--- Aim of the exercise ---
Of all the lines in the material, tally those containing the string "Jalan", and report nothing but the total.
::: Records
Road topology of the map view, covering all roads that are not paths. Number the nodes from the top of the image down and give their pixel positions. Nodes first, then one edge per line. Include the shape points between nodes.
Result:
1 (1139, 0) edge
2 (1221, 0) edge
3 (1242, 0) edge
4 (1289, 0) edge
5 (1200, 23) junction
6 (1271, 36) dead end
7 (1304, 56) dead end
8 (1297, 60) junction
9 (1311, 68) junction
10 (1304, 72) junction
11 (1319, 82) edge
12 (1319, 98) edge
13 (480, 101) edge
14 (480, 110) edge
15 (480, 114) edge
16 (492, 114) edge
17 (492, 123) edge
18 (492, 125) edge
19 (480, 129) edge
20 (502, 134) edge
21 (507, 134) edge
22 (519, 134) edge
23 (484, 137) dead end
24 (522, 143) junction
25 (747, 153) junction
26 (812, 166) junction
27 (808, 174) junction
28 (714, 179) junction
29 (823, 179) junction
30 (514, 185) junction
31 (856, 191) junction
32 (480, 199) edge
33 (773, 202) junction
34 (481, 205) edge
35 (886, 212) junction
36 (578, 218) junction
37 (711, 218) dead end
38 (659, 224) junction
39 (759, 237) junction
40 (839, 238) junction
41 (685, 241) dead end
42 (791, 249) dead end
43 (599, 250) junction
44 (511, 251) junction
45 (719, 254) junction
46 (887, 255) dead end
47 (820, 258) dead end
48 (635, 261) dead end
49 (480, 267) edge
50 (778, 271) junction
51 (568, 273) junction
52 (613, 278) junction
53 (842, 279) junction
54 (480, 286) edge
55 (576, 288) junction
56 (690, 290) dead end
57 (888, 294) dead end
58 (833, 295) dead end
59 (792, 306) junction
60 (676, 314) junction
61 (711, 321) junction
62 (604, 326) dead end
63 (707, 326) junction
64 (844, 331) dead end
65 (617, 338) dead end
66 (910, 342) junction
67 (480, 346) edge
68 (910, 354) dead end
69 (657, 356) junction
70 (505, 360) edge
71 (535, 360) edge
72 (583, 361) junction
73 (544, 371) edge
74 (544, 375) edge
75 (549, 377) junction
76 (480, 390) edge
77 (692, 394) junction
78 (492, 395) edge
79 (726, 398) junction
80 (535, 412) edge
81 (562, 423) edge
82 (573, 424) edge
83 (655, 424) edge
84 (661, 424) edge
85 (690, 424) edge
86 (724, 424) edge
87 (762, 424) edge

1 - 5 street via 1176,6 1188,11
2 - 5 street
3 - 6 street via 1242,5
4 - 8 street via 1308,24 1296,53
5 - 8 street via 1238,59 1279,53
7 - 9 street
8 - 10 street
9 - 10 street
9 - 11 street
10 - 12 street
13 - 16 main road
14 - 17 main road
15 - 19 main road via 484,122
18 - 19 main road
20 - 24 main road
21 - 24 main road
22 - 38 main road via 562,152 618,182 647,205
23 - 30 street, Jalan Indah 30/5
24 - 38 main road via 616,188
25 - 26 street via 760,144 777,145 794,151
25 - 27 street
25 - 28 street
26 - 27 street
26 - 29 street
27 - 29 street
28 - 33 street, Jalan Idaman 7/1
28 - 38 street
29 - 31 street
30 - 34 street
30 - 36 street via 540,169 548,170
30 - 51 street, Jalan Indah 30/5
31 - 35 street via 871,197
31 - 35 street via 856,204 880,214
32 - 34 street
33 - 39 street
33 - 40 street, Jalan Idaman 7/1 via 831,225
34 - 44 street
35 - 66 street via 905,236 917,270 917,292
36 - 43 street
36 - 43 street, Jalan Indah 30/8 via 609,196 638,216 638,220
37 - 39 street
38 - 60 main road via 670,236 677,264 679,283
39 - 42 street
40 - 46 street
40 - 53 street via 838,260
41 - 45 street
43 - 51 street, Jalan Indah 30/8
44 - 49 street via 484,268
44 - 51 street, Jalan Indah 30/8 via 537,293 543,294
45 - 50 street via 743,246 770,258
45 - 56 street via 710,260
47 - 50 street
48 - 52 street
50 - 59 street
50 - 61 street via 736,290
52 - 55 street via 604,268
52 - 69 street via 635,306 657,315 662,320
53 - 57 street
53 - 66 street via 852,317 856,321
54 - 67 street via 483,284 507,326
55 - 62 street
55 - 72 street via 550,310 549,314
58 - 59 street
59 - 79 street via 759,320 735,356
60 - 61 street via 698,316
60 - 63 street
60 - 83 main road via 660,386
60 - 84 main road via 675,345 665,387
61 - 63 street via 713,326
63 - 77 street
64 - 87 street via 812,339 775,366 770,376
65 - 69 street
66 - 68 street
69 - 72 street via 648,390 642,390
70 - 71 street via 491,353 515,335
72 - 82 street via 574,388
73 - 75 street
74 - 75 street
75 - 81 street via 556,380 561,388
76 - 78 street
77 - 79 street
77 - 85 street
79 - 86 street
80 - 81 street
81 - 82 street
::::::
--- Exercise answer ---
7